From my Green Book, we understand this sector supports the nation. More than 1.2 million riders assist approximately 7.2 million Kenyans. In a market of 250,000 units, 20,000 new riders join each month, providing livelihoods for 120,000 people. Few sectors maintain such scale consistently. Safety through clear regulations must be the foundation. Enforcing this during dealer licence renewal and publishing a dealer whitelist would show that safety is mandatory. At the same time, Zero-Deaths Corridors, which include training, lighting, enforcement, and trauma care, would demonstrate that lives are valued as much as livelihoods. Without safety, scale is meaningless.
Finance is the next lever. A boda boda rider is not just a transporter but a breadwinner. Yet predatory loans and harsh repossession cycles have trapped many. A Motorcycle Asset-Finance Code should require plain-language contracts, full cost disclosure, cooling-off periods, and bundled training and insurance.
The Treasury and the Central Bank can pilot a partial credit guarantee for electric motorcycles, lowering rates and reducing lender risk. This would turn riders from debt prisoners into partners, restoring dignity and stability. Industrialisation must also be credible. Kenya should maintain the East African duty remission that allows approved assemblers to import CKD kits at 10 per cent and establish a tiered local-content ladder by 2027. KEBS should carefully review and implement standards that practically support sector growth.
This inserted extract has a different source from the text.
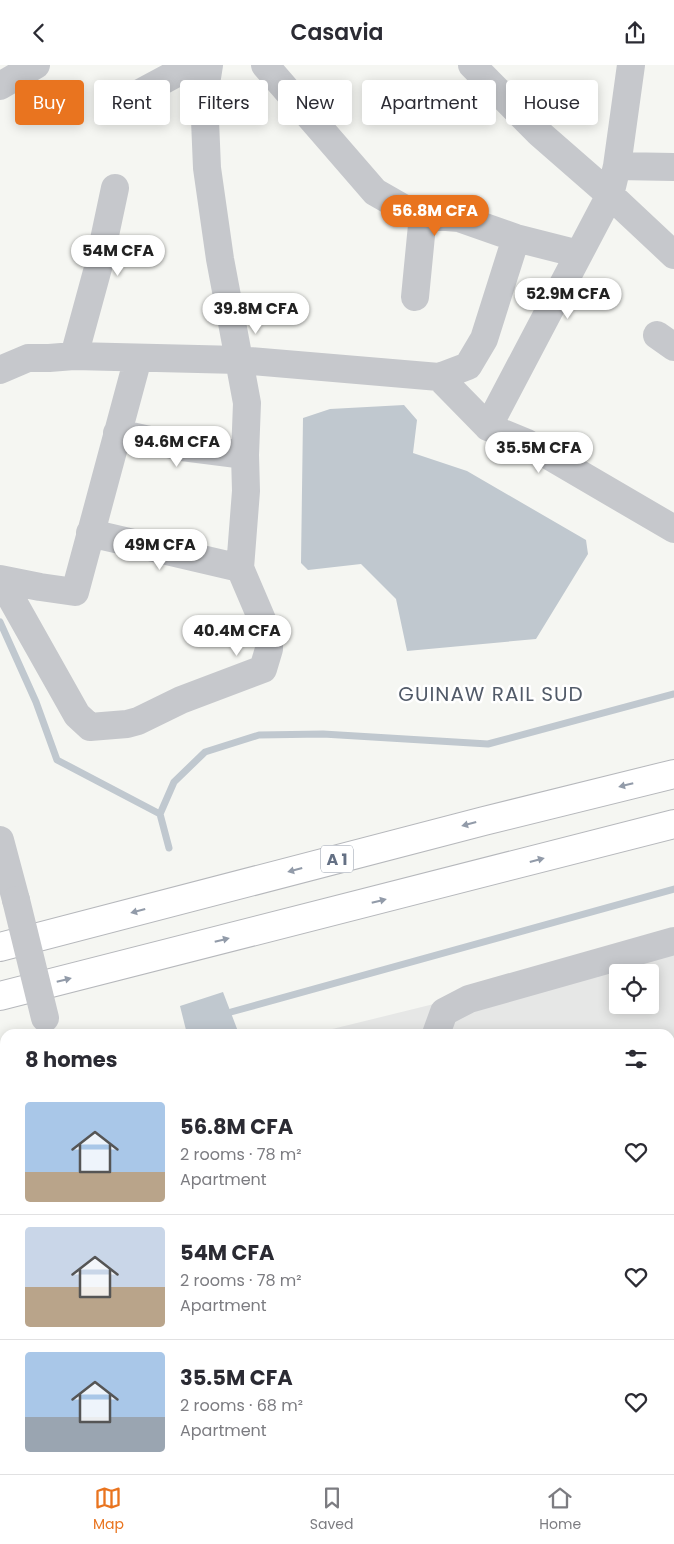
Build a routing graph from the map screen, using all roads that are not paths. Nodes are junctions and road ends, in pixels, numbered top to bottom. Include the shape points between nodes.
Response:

EPRA and KPLC must ensure tariff access for swap operators and map hubs around the 45 planned chargers, including public uptime dashboards. Regionally, Kenya should match Rwanda’s EV tax holidays through 2028, ensuring Kenya becomes the preferred hub for assembly and export in East Africa. This is not ICE versus EV. Studies indicate that a 250,000-unit market sustains both, with 12,000 ICE and 8,000 EV units sold each month, modernised by cleaner fuels and accelerated by battery swaps. The real obstacle is not technology but fragmentation.
Government agencies are working hard, but in different directions. The KAM forum showed a new spirit of teamwork. Now we must formalise it with a well-thought-out Motorcycle Transformation Delivery Unit in the Presidency, reporting to the public with a detailed KPI dashboard.
The decisions that matter are within 90 days. The government can gazette the National E-Mobility Policy with a two- and three-wheeler annex, enforce practical safety regulations, publish a list of compliant dealers, and launch the Asset-Finance Code with an electric motorcycle guarantee scheme involving various players for a pilot. These steps’ impact will be measured in jobs, safer roads and cleaner cities. Kenya can become Africa’s leading motorcycle hub by 2030 if we prioritise action over delay. The data backs this up. Supporting livelihoods is our duty. Turning plans into paychecks isn’t just a slogan; it’s a timeline. Think green, act green!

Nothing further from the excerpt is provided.